Go further: Don't go for the cheapest support you can find. Ideally, you want to delegate to people who are confident working on their own and who can make decisions without constantly double-checking with you.

5. Leveraging the Right Tools

It pays to use the best tools for the job. Some of my favorites are:

  • Hootsuite: manage different social network accounts from one location
  • Buffer: schedule social network updates in advance
  • Feedly: get blog updates, news and RSS feeds all in one place
  • Asana: organize tasks and conversations within your team
  • Slack: bring together emails, chat, files, and more
  • Basecamp: online project management for businesses of all sizes
  • Dropbox: store files in the Cloud and access them easily on your computers
  • LastPass: never struggle to remember (or recover) a password again

6. Eliminating

Two huge productivity killers are interruptions (caused by others) and distractions (caused by you).
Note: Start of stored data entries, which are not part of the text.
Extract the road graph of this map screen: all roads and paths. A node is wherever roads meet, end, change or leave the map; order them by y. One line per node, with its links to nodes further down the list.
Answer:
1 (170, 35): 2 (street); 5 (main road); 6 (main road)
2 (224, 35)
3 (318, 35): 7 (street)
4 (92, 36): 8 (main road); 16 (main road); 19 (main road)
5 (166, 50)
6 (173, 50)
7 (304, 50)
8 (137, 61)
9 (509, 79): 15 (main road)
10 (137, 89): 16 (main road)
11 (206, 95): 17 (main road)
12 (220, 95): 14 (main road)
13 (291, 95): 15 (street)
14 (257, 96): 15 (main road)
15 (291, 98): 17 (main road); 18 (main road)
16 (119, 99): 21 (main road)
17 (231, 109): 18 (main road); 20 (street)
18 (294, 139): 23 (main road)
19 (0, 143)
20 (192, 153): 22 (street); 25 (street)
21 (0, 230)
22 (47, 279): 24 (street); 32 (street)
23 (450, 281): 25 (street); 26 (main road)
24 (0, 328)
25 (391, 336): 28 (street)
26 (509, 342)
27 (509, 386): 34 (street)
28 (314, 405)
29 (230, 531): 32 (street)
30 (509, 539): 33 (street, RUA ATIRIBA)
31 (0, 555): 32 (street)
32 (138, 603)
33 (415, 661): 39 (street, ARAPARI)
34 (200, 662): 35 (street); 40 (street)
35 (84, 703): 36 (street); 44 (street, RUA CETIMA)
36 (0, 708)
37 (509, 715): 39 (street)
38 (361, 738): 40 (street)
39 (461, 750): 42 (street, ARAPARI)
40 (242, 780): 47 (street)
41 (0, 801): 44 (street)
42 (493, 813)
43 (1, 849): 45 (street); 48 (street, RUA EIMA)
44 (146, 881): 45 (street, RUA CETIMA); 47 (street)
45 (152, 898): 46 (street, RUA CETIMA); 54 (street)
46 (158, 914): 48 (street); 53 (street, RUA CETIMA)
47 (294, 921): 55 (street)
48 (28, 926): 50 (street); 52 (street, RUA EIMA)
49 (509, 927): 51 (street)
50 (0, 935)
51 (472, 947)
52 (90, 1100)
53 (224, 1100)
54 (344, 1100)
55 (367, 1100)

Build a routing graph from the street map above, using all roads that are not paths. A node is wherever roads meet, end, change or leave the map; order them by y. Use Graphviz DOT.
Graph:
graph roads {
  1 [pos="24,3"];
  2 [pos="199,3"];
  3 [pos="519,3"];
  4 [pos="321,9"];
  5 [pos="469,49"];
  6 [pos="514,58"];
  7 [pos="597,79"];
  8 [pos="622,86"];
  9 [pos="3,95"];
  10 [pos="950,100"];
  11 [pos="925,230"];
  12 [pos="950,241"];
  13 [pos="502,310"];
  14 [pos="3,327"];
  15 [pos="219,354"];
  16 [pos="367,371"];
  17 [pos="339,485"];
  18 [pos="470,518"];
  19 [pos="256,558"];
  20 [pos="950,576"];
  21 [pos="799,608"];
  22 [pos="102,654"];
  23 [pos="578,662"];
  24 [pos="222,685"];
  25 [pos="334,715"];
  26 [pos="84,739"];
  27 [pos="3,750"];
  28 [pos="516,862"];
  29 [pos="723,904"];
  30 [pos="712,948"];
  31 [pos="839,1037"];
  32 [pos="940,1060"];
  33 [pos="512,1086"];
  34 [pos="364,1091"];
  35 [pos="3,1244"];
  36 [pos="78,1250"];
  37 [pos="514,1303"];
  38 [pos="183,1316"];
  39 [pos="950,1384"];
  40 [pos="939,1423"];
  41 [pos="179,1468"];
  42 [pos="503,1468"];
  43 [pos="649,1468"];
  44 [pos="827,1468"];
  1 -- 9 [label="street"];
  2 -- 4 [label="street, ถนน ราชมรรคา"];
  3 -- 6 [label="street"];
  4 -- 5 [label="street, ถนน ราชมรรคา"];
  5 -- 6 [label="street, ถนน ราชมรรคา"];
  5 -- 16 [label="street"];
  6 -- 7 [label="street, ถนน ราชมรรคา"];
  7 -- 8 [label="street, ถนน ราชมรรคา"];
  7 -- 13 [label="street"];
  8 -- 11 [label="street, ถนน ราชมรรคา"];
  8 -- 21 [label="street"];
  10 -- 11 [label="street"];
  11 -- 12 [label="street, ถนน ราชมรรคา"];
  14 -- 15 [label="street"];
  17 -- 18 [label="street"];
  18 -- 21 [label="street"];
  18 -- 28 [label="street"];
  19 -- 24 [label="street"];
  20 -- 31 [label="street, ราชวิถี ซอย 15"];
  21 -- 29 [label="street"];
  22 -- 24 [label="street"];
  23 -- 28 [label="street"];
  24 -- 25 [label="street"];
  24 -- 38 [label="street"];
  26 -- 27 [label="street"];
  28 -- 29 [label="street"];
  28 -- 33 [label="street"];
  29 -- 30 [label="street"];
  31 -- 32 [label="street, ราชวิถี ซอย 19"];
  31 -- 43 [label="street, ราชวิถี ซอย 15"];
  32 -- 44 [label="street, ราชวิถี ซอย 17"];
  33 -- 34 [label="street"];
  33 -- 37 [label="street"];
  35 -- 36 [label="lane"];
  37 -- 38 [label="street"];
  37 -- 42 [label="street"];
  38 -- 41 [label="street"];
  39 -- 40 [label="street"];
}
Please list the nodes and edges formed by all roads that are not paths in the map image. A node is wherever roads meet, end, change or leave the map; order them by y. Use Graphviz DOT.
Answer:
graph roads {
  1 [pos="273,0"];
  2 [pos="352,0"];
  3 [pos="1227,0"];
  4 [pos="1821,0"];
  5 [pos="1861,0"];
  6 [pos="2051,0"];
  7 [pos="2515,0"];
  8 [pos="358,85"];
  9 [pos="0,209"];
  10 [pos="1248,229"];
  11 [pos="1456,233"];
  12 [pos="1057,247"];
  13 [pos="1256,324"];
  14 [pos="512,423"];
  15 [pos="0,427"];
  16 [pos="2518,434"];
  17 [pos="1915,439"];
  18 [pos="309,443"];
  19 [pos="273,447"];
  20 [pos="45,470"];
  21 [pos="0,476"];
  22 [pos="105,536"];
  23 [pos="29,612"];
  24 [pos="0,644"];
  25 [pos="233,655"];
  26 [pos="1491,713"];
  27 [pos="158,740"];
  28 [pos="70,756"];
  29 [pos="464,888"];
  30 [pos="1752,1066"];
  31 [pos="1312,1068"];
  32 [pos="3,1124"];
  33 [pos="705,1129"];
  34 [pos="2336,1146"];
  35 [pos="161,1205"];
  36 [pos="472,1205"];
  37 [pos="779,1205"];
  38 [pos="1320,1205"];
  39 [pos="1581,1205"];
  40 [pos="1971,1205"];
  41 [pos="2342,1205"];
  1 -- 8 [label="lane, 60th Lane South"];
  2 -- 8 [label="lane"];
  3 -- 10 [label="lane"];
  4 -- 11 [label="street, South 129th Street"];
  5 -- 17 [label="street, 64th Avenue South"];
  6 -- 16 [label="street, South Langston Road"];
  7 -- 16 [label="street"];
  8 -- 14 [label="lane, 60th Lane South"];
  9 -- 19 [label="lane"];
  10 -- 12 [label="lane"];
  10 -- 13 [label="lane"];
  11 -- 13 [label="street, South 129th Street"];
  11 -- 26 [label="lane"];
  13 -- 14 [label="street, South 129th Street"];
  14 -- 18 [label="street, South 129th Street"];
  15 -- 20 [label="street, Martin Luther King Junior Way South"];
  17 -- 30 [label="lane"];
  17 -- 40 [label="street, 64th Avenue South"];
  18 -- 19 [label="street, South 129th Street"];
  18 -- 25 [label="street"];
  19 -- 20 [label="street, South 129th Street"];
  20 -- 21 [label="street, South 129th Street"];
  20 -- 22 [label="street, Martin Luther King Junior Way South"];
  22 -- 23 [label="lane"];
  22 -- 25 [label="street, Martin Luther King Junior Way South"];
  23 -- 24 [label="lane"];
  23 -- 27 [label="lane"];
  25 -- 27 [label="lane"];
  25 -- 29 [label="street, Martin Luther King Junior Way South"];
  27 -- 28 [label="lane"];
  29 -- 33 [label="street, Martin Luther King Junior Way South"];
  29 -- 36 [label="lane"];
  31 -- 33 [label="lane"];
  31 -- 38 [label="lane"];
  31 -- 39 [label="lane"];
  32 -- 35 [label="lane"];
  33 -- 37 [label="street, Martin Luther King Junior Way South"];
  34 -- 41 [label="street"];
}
If you're going to be successful as an entrepreneur, you need to work to eliminate as many of these as possible.

While each interruption may only take up a few minutes of your time, they'll often knock you out of the flow of your work, especially if you're busy with something that requires a lot of concentration. You may not be able to eliminate every interruption, but you can certainly get rid of some. For instance, turn off your phone notifications and only check emails at certain intervals. When it comes to distractions, you may want to use a browser plugin like StayFocusd to block time-wasting websites if you find yourself struggling to stay on task.

Go further: To cut down on interruptions, help your colleagues understand that you're unavailable at certain times with visual cues, like wearing headphones or closing your office door.

One final tip: Don't feel that you have to make all of these improvements at once. Often, it's better to get one new way of working firmly established before adding new ones. If you spend two weeks on each of these tips, making it a real habit, you could easily be twice as productive within three months.